Sunday, April 15, 2012 posted by Jen at 4/15/2012 11:31:00 PM
Years ago, I was invited back to Princeton to give a reading at the creative writing department. (Yes, for those who don’t know, I graduated from Princeton, which I imagine is a subject of great shame among its stellar writing facility. I like to imagine Joyce Carol Oates and Toni Morrison and John McPhee standing around, leafing dubiously through a copy of GOOD IN BED, saying, “Jennifer Weiner?....nope, don’t remember her at all!")
So I came, I read, I fielded questions, and then I went out to dinner at a beautiful restaurant near campus along with other current members of the creative-writing staff, whose numbers currently include Jeffrey Eugenides.
I love Jeffrey Eugenides…especially MIDDLESEX. I thought it was everything a novel should be – big, and sprawling and smart and engaging, with an immediately relatable hero/ine, a book that took on family and romance history and love and did it all in a way that made you say, “No, no, you go ahead, I’m just going to read a few more pages.
I also get extremely shy and tongue-tied around big-deal literary authors I respect. This comes in part from my personality, in part from being told for ten years that I’m not a real writer and I don’t write real books, just entertaining girlie fluff (and if you think it’s easy to write “just” entertaining girlie fluff, I urge you to give it a try. It’s actually harder than you’d think.
So there we were, a party of ten or so, sharing a delicious post-reading feast. Jeffrey Eugenides was seated a few spots down the table. I had to talk to him. I had to. There was no way I was going back to Philadelphia without telling this man how much his book had meant to me. But I couldn’t work up the courage to say anything besides “please pass the salt.”
Wine, I decided, would help.
I had a glass. Then another. Then a third, putting me two and a half glasses over my limit (I’m not much of a drinker). Finally, I touched his forearm and said (or possibly slurred) “I loooooved MIDDLESEX.”

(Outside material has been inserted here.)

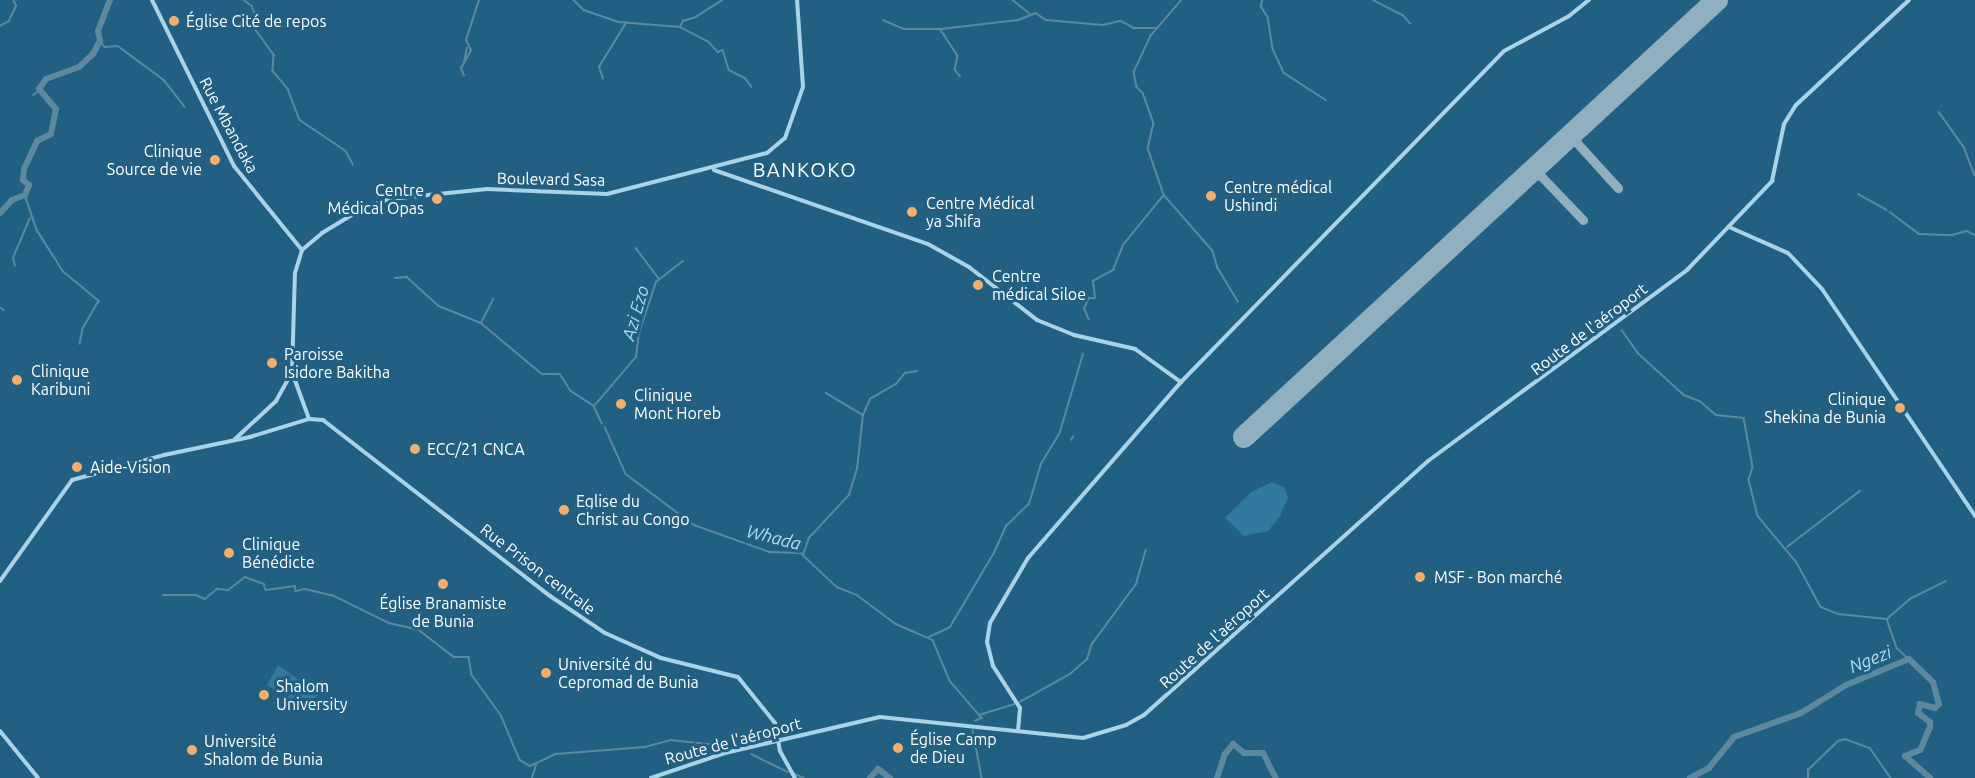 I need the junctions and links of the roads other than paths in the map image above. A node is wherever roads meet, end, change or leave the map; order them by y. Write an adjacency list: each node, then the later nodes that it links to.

He smiled politely. “Thank you.”
I bared my purplish-stained teeth at him in a grin that was meant to be friendly but probably looked feral.
“I read it right after it came out. Right after my first daughter was born.”
This factoid was greeted with another polite smile. Please, said the look on his face, please let the poet start talking to me again. But I was undeterred. (Also, possibly, drunk).
“And, you know, even though I’d had amnio, and I knew she was a girl, I made the doctor look extra-close to be sure.” (MIDDLESEX readers will remember that much of the book’s plot hinges on an aged pediatrician’s failure to properly recognize male genitalia when presented with it. “Because,” I concluded triumphantly, in a whisper that could probably be heard in West Windsor, “nobody wants to be the mom who missed the penis!”
At that point, Jeffrey Eugenides was looking at me with an expression on his face that could only be characterized as unmitigated horror, with a soupçon of disgust. I took another gulp from my wineglass.
“Oh, c’mon,” I said. “I can’t be the only mom who’s ever done that!”
Yes, said the look on Jeffrey Eugenides’ face. Yes, you can.
So there you have it: my evening with Jeffrey Eugenides. Which, if I’m remembering right, ended with a cordial conversation about Princeton’s best cupcake shop.